Problem description: Using the entries below, copy out all lines where "Tareq" is found.
-------- Data shown
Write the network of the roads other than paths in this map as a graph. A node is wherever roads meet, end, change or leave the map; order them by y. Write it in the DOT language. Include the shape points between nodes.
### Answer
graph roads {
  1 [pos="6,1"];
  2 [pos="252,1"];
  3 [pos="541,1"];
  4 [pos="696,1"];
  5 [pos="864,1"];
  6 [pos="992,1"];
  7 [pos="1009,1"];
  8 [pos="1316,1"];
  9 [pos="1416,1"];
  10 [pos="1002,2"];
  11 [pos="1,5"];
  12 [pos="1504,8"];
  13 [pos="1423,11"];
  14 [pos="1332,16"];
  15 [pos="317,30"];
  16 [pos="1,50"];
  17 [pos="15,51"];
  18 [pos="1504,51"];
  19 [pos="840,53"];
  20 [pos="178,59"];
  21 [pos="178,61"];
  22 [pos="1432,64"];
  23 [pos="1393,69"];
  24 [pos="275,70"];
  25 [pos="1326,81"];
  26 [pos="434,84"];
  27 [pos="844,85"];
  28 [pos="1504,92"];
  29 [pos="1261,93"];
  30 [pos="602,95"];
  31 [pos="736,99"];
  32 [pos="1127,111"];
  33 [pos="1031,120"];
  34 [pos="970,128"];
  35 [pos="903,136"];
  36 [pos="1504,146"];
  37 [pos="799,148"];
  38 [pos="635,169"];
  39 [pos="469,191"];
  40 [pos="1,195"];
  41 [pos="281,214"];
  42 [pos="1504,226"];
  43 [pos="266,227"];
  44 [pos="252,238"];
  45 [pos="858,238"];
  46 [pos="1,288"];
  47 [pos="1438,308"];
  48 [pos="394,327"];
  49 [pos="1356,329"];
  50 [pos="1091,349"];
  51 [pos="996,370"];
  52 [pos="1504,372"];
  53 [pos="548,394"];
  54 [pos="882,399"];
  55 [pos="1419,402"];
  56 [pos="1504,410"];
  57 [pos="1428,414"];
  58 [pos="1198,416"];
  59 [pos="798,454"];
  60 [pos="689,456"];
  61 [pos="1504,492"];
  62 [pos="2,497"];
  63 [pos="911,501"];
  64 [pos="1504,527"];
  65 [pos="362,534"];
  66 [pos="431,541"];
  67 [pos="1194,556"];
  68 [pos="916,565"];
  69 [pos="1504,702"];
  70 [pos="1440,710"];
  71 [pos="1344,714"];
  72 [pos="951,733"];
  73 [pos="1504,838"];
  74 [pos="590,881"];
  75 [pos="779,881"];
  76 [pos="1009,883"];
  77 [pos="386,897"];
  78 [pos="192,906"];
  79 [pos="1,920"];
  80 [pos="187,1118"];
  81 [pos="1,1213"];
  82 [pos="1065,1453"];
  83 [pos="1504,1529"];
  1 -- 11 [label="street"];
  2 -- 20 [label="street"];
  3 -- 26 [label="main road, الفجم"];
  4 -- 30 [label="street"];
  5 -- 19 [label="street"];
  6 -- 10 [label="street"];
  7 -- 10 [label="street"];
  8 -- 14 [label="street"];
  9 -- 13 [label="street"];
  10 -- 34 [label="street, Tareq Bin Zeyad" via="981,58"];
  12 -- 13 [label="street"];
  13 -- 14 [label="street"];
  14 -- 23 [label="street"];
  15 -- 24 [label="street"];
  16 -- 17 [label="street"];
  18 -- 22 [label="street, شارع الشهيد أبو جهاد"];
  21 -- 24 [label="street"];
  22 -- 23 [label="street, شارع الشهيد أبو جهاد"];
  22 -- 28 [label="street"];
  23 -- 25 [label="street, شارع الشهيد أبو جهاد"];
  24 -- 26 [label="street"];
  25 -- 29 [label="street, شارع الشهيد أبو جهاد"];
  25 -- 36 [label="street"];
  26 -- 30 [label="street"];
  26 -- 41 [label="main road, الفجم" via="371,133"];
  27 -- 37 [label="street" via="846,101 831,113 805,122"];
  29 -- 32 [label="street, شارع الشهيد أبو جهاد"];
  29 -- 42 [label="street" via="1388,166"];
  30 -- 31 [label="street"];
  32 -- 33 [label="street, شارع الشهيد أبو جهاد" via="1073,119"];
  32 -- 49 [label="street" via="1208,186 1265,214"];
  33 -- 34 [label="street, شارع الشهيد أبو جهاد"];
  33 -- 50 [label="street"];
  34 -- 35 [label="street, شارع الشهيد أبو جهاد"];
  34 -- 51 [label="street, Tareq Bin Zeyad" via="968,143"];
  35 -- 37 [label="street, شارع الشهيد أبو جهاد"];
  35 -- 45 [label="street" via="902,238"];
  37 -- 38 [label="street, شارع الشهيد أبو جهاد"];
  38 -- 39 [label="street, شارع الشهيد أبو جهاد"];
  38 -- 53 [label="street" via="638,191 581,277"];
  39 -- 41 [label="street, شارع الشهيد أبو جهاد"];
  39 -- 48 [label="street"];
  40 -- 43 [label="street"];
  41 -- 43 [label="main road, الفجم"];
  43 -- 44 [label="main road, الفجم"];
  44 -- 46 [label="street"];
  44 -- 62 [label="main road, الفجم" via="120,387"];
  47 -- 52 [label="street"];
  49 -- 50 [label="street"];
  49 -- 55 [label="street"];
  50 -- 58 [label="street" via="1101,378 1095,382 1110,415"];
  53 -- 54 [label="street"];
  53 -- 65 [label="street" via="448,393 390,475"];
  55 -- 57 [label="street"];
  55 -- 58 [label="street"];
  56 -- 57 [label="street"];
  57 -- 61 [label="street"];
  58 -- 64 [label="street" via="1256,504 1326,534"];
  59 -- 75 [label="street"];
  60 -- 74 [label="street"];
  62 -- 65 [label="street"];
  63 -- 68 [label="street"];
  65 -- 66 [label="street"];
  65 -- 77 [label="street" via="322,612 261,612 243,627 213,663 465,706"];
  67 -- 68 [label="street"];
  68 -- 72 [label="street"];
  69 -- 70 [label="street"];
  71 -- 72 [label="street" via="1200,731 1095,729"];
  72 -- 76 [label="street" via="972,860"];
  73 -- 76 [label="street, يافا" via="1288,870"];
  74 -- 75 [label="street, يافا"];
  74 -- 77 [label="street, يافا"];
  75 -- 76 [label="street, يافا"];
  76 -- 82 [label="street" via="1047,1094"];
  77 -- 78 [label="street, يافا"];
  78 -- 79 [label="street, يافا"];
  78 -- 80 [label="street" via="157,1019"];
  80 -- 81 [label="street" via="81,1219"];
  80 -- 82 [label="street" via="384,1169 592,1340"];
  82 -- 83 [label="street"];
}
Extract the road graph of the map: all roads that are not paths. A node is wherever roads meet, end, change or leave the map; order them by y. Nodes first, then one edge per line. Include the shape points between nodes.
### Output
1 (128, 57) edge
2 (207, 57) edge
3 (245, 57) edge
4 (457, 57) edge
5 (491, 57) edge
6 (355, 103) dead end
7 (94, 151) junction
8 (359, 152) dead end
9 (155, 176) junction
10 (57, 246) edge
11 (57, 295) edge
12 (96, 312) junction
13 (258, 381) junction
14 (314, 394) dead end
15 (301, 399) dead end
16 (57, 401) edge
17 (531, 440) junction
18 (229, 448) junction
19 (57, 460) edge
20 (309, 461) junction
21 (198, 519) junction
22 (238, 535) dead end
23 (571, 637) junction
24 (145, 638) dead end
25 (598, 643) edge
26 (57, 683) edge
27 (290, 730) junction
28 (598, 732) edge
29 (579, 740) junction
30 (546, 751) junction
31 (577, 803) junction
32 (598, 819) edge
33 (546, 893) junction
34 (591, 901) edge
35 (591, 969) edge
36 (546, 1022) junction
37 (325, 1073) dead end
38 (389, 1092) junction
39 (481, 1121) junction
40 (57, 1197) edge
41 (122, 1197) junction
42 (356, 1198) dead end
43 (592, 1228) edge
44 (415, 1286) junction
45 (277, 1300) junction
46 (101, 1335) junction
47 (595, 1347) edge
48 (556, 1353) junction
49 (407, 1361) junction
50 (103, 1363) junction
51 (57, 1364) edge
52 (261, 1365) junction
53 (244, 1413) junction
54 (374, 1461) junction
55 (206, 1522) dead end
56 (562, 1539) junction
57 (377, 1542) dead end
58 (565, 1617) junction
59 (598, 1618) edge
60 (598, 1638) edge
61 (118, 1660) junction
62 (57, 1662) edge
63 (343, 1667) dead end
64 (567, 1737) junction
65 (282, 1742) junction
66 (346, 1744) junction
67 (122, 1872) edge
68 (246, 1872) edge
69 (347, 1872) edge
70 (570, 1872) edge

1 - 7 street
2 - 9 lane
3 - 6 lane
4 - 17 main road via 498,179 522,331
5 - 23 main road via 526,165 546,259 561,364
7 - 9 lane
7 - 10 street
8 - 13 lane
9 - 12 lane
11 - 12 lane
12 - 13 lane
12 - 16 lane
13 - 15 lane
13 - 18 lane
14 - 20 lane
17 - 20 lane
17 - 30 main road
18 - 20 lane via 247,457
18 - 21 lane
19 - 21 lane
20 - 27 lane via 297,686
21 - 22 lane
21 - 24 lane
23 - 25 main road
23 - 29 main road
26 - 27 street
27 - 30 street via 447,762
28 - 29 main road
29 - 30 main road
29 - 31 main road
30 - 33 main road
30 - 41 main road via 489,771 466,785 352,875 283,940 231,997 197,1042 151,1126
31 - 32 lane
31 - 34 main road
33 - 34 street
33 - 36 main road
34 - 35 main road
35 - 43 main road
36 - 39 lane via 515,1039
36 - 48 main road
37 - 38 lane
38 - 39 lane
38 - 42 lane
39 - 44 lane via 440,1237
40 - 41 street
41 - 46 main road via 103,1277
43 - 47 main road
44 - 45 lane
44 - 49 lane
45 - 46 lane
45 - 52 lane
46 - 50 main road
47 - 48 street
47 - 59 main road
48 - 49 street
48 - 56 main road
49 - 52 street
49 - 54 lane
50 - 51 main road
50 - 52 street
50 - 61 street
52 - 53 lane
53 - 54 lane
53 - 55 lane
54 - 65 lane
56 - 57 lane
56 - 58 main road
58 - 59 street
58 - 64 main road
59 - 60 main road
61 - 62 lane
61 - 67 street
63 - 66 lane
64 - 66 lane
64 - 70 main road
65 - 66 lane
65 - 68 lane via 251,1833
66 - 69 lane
----------------
Answer for the task:
  10 -- 34 [label="street, Tareq Bin Zeyad" via="981,58"];
  34 -- 51 [label="street, Tareq Bin Zeyad" via="968,143"];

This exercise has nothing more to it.